> **The task**: Tell how many lines in the data below include the word "inset". The answer is the number only.

[Collected data]
==========

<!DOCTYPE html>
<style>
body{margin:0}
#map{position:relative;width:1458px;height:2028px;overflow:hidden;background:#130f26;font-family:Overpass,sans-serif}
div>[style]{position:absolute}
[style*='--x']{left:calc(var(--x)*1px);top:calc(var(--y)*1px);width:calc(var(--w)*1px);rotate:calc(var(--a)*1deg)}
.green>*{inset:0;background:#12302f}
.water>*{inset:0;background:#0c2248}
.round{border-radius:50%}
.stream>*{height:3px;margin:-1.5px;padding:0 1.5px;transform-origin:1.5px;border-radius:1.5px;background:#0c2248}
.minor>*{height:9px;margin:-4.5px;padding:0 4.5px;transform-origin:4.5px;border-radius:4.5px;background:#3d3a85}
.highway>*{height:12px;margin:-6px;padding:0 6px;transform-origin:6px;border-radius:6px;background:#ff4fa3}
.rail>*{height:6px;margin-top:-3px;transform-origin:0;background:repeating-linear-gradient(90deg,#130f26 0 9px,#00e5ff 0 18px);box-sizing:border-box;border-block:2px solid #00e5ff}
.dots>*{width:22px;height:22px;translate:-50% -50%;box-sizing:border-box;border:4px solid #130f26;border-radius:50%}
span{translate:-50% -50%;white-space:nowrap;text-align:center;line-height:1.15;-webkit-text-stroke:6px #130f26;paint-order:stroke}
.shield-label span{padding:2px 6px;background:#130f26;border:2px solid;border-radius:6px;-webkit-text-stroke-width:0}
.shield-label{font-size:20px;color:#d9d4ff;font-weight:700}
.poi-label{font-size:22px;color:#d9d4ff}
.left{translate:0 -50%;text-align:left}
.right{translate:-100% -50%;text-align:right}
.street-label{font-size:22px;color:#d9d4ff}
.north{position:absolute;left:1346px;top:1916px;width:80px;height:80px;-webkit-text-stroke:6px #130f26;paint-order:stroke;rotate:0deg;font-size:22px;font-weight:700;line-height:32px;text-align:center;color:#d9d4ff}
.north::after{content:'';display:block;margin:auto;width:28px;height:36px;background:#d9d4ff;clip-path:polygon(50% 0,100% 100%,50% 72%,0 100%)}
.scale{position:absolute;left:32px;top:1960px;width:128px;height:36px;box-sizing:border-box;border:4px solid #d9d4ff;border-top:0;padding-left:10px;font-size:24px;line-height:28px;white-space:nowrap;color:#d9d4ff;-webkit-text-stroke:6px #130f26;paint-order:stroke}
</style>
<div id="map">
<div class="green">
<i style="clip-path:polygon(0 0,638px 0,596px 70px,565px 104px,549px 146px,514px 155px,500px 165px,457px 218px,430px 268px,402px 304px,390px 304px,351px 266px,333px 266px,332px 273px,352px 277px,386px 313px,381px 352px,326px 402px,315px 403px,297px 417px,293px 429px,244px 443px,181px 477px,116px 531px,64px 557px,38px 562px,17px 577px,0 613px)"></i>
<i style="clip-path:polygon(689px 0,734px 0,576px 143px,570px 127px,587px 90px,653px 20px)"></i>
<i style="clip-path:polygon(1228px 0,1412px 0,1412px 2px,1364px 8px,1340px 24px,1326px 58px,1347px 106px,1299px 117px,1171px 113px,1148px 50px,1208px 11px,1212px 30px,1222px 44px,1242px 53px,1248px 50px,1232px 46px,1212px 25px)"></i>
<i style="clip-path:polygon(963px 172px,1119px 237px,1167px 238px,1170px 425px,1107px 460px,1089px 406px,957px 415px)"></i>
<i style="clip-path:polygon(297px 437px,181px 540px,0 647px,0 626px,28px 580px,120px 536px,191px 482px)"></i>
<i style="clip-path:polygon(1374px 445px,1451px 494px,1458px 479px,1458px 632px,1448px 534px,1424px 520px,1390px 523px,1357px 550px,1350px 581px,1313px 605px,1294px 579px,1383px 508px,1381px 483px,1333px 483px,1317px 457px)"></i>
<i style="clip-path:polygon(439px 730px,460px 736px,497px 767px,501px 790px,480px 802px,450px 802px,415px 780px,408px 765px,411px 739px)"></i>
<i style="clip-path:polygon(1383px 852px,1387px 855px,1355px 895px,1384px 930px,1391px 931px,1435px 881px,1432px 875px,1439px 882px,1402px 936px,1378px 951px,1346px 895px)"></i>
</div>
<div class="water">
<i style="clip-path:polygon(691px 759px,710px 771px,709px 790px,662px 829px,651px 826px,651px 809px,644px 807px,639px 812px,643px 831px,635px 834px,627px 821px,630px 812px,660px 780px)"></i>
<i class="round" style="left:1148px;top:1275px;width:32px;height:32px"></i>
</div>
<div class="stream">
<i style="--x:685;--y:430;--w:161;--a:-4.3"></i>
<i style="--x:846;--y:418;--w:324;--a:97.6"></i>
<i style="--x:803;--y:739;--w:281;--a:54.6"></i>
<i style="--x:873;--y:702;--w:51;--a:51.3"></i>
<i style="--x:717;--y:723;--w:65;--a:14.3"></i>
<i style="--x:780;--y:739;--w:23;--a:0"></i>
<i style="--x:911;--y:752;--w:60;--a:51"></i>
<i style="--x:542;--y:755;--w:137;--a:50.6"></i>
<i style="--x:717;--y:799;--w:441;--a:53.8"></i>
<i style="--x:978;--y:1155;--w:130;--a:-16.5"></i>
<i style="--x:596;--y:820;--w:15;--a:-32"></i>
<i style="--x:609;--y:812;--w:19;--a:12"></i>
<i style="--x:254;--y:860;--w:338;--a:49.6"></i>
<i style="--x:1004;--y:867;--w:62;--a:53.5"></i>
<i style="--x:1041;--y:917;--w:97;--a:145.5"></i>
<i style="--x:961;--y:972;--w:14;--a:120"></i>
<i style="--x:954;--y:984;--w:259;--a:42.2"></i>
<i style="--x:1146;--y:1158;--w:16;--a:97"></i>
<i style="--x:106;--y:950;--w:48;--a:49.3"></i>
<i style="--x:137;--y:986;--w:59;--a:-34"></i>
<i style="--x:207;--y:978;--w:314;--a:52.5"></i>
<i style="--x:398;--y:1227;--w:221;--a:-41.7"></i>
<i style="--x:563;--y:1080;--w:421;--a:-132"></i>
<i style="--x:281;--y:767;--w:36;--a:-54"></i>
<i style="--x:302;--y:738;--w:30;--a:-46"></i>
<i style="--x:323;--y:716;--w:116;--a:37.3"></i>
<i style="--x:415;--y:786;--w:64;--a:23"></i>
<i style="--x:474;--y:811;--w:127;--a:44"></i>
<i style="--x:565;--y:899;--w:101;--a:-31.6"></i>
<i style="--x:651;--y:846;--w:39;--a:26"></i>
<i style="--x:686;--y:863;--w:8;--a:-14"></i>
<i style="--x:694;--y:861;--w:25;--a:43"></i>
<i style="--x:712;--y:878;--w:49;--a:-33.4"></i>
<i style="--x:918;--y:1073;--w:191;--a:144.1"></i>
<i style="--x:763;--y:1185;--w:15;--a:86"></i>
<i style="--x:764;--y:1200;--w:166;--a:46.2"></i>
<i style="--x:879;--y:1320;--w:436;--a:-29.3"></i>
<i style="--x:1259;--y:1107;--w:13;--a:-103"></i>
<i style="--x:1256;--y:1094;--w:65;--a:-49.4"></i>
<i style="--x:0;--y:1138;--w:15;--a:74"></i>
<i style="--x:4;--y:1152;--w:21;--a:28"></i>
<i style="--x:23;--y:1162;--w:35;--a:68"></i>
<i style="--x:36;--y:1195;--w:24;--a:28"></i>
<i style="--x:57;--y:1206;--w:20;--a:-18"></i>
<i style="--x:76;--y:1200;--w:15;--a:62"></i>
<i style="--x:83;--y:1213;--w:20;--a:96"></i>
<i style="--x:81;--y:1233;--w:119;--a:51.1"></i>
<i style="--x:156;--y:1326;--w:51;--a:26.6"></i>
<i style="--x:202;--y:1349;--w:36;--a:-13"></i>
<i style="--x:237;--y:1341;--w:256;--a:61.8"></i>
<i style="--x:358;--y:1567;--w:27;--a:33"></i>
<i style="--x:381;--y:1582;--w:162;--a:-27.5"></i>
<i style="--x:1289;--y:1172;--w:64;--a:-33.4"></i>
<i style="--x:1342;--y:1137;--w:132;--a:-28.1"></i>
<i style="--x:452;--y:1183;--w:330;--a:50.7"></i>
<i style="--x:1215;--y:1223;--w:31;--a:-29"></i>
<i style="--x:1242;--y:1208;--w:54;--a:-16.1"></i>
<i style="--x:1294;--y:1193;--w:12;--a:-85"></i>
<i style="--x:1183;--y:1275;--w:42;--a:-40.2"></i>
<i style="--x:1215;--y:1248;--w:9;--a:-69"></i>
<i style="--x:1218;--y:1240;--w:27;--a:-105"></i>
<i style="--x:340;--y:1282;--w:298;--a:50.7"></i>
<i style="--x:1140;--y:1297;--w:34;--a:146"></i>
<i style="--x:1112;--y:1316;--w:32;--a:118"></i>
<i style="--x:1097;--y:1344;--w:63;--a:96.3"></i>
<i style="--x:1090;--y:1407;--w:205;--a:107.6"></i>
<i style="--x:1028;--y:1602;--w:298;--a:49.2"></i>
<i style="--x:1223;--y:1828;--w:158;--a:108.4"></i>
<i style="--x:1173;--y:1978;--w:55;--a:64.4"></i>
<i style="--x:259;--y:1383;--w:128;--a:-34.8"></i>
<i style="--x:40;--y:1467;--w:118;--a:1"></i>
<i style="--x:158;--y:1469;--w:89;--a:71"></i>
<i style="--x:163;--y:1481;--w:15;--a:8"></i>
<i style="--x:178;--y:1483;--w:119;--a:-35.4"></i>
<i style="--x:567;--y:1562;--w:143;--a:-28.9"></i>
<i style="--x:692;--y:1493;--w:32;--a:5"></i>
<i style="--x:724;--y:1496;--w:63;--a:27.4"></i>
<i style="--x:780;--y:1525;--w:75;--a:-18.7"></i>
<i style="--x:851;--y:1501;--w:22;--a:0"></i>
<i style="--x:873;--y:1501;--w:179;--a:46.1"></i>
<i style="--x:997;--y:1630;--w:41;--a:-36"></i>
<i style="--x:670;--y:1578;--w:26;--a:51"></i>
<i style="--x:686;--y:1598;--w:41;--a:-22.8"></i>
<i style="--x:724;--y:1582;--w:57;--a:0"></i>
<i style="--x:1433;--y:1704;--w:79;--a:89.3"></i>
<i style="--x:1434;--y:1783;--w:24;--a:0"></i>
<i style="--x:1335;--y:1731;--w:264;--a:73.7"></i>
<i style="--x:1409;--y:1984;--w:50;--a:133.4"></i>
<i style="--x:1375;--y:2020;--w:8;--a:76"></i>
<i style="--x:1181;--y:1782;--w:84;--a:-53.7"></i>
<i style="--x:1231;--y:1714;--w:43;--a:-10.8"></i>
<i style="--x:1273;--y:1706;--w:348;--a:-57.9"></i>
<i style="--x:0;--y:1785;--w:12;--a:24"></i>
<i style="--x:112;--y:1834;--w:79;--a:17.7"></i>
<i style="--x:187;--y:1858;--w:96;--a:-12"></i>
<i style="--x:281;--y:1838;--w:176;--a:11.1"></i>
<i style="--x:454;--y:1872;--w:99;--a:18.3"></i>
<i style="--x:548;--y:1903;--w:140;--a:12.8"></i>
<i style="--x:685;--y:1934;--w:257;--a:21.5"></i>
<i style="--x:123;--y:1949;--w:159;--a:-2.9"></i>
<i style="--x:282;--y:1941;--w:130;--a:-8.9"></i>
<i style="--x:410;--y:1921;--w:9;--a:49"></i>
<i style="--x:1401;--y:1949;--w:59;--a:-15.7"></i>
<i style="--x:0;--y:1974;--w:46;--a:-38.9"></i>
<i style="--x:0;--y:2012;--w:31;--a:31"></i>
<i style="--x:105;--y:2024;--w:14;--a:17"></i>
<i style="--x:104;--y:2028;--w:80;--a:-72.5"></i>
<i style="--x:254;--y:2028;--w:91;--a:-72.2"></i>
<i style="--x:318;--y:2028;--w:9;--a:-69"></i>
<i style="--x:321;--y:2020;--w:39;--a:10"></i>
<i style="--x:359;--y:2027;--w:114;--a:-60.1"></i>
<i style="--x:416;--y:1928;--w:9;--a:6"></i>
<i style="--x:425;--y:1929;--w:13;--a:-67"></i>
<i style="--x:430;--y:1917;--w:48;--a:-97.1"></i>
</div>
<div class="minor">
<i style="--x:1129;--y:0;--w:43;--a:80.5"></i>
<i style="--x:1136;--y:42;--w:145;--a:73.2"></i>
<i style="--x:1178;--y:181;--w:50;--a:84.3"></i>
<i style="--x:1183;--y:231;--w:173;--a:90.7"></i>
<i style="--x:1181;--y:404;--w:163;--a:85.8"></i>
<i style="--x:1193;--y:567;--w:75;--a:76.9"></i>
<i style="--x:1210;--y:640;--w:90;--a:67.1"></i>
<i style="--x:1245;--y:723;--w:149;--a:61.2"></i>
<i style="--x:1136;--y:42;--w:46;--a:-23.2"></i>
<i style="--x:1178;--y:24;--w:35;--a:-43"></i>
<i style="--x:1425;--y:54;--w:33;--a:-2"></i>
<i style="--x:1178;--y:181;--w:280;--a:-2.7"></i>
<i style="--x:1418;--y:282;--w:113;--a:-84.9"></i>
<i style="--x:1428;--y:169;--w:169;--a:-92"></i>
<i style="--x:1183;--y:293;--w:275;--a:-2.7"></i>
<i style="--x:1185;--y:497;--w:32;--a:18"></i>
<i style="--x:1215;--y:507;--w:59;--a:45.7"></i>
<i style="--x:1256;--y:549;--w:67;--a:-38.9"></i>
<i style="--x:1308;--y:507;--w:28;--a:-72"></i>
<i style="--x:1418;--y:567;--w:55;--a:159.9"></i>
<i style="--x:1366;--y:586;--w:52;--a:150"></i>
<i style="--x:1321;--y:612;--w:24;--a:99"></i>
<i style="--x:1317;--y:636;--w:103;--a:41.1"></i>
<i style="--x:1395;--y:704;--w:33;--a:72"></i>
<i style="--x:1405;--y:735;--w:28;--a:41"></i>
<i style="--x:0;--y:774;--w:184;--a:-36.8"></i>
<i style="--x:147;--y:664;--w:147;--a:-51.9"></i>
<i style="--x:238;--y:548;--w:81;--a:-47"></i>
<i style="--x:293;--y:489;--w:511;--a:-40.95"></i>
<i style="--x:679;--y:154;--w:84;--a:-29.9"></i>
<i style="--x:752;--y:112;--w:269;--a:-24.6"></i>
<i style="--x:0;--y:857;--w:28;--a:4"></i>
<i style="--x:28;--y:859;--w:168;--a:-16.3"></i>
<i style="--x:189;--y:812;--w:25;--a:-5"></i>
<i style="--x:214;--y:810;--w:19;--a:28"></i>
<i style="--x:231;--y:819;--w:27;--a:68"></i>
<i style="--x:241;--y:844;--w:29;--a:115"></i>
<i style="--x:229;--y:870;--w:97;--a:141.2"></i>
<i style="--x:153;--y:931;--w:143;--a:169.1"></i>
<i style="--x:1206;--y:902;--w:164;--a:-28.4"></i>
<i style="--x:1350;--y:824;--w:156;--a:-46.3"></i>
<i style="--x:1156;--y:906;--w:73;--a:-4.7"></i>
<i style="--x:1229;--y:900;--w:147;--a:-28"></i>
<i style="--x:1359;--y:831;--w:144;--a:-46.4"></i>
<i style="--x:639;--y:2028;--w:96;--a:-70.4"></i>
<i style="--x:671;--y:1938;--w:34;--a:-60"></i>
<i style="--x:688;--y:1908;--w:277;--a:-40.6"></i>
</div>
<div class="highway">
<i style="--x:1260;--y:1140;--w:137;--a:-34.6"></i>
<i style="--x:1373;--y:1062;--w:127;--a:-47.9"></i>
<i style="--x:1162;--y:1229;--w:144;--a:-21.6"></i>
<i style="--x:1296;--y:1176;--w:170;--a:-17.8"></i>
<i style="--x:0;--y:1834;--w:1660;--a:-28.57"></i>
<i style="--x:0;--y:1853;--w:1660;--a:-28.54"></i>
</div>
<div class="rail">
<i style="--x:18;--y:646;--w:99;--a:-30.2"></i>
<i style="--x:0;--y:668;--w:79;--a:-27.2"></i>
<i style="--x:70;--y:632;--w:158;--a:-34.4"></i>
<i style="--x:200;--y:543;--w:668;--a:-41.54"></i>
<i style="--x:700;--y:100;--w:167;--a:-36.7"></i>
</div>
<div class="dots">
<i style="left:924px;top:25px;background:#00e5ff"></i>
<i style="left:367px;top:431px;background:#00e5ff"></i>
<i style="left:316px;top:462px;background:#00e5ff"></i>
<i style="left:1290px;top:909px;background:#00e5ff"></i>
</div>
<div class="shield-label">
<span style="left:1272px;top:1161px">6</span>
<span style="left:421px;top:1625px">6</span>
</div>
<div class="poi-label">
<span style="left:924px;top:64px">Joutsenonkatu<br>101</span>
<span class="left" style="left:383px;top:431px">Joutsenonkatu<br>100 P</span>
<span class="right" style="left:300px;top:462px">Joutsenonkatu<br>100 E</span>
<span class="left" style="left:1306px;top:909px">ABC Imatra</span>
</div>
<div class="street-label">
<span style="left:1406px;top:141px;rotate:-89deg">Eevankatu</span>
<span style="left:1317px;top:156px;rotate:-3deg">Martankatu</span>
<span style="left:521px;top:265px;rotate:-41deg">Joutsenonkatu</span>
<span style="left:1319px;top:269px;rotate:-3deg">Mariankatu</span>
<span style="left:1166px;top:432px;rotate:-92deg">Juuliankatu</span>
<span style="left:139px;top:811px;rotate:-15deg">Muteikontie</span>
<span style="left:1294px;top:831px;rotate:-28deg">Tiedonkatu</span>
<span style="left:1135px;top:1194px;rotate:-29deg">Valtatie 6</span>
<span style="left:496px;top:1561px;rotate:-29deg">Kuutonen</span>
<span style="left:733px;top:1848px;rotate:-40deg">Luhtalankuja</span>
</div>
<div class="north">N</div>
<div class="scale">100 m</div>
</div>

==========

> **Final answer**: 2